Six years later I am still active on Facebook, and those Jewish Friends tend to be an asset. I check Facebook a few times a day to see what my fellow Jewish professionals and activist types are reading, posting, and arguing about. Over time, I’ve weeded my feed so that most of what I see are people sharing articles on, say, the Israeli-Palestinian conflict or the latest rabbinical brouhaha, all useful in my line of work. Twitter, of which I am also a late adopter, is handy in the same way, although trying to keep up with the relentless stream of tweets usually makes me feel like Lucy at the chocolate factory.
And in general, because we’re dealing in a world of “Friends” and friends of “Friends,” the comments that follow these posts tend to be a little more reasonable, or maybe just less unhinged, than what you find among the comments that follow anything posted to a news site or blog. I don’t spend much time reading comments outside of Facebook — it’s less a conversation than a grievance factory, where anonymous people shout over, across, and at each other. I’m never sure how seriously to take dire reports about how “the Internet” is reacting to, say, the Coca Cola ad with the multilingual rendition of “God Bless America,” or the idiots who attacked Cheerios for featuring a biracial couple in its ads. Anonymity breeds incivility, and you are likely to say things incognito that you wouldn’t dare express in mixed company. Such comments are great fodder for Stewart and Colbert, but do they really reflect our society’s subconscious?

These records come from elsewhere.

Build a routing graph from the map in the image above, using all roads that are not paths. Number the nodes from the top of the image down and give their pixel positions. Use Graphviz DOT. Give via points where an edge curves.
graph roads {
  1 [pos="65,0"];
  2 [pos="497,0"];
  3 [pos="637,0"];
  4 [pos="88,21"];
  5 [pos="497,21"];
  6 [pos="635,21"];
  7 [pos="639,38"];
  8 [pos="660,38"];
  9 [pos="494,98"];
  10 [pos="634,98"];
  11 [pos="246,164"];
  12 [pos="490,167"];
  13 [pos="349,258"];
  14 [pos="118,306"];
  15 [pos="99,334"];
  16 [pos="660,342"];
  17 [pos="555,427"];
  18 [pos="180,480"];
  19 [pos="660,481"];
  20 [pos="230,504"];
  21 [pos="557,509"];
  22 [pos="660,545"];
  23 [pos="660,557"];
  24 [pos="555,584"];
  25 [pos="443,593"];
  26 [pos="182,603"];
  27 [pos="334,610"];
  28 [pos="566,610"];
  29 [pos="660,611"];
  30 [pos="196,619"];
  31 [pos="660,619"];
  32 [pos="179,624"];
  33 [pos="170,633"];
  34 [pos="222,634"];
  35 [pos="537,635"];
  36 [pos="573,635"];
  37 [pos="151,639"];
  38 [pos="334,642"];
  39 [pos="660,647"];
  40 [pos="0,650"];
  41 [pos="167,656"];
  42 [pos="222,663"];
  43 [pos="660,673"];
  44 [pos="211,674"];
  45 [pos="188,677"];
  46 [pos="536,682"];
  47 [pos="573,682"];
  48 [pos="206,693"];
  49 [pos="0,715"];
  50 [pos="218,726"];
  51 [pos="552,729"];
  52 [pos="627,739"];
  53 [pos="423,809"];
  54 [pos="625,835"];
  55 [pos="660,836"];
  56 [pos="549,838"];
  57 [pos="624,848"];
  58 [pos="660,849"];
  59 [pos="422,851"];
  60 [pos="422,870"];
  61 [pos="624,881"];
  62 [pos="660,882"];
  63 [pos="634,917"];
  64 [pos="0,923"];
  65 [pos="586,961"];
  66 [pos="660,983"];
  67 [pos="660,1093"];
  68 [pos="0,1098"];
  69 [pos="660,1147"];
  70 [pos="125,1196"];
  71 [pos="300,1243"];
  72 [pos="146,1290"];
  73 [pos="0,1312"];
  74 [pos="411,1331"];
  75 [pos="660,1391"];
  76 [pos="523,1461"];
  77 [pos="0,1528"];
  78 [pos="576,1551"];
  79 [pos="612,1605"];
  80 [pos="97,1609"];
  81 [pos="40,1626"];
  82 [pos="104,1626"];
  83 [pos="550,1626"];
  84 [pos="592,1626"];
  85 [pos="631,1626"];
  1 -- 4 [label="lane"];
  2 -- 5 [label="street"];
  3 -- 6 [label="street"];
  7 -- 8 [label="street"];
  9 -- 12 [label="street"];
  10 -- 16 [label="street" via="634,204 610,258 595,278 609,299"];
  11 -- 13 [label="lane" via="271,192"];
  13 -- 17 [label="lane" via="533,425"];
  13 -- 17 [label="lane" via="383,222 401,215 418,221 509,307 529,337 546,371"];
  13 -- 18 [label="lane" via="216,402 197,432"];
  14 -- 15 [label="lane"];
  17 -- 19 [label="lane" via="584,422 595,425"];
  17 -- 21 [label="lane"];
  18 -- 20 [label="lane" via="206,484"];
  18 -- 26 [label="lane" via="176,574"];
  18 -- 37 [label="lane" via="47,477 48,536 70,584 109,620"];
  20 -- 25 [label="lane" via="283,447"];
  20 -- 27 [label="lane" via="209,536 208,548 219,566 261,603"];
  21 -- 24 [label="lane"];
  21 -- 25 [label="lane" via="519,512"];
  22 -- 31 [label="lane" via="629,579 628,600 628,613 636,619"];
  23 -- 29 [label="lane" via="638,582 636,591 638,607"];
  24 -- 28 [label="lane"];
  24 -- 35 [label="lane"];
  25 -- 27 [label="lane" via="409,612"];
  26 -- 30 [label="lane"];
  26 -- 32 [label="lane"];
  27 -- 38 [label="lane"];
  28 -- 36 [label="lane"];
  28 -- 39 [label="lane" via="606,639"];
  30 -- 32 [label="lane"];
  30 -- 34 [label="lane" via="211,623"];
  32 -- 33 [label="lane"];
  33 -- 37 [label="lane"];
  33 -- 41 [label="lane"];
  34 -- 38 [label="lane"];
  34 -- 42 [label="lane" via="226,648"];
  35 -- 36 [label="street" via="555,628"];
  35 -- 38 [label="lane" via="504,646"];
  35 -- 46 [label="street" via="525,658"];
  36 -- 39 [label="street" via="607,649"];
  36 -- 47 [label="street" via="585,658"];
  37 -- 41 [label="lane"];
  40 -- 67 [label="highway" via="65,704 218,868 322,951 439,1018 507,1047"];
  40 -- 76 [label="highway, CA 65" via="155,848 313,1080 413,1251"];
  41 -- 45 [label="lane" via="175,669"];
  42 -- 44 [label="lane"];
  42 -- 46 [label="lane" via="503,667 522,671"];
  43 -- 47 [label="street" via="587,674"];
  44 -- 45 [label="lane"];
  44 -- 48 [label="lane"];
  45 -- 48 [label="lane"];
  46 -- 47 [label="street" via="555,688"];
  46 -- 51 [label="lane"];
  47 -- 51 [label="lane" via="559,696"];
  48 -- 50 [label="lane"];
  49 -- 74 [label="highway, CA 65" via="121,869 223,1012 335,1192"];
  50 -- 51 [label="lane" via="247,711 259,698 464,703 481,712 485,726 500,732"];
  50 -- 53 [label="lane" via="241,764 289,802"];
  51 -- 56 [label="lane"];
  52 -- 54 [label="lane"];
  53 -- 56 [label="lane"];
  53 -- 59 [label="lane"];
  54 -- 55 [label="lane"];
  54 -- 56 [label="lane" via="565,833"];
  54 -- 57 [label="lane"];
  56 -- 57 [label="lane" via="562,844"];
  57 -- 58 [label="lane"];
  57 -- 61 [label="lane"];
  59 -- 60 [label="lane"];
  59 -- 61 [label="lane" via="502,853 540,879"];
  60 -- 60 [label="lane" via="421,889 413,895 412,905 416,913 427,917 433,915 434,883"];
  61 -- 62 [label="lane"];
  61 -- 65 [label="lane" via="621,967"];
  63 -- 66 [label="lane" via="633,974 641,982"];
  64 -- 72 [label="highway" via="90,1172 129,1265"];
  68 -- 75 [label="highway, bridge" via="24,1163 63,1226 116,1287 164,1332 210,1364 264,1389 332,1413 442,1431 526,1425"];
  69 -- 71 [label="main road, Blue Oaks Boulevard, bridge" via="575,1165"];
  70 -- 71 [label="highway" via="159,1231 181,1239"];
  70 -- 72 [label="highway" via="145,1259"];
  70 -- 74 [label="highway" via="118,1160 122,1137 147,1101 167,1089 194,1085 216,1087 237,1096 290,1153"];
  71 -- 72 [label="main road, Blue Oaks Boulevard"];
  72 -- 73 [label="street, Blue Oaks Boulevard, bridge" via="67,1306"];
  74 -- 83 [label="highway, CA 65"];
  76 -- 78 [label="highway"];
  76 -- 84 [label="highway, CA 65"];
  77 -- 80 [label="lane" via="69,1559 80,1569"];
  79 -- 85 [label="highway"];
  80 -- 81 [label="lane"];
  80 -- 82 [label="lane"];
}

By contrast, Facebook usually allows me to post a response to something a Friend has shared and not be called names. The other day I disagreed with a professor I know only glancingly, and he responded, “Andrew, your point is well taken.” Imagine! Usually, I’m the only one who says that.
Occasionally, Facebook can mirror the non-virtual Jewish community at its best when it comes to celebration or mourning. The long struggle of “Superman Sam” Asher Sommer, a Chicago boy who would eventually die from leukemia, turned Facebook into a vigil and inspired many to raise money to fight the disease. Friends of the Middle East expert Barry Rubin learned from him about his struggle with brain cancer and were able to tell him what he meant to them before he succumbed earlier this month. And Boston Globe columnist Jeff Jacoby thanked all those who mobilized around the search for his missing teenage son.
Nevertheless, Facebook can also be an awful time suck, even when I limit my “Words with Friends” games to occasional bouts with my two sons. Here’s a little secret to gaining a few more hours in your day: Do not “Friend” a magazine called Mental Floss. The listicles they post are like crack for English majors: “11 Naughty-Sounding Scientific Names (and What They Really Mean),” or “15 Words That Don’t Mean What They Used To.” (One of those words, by the way, is “awful,” which used to mean “commanding awe,” not “dreadful.”)
Ultra-Orthodox leaders are said to be up in arms over a smartphone messaging service called WhatsApp, and worry that their followers are using it to bypass community restrictions on digital media. A Satmar rabbi reportedly told followers that the app destroys one’s “Jewish spirit.”
Facebook doesn’t destroy my Jewish spirit, and at times even gives it a little boost. It’s a tool, and, like any tool, it is only as useful as the person wielding it. And you’ll excuse me, but apparently two monkeys were paid unequally — and I am anxious to see what happens next!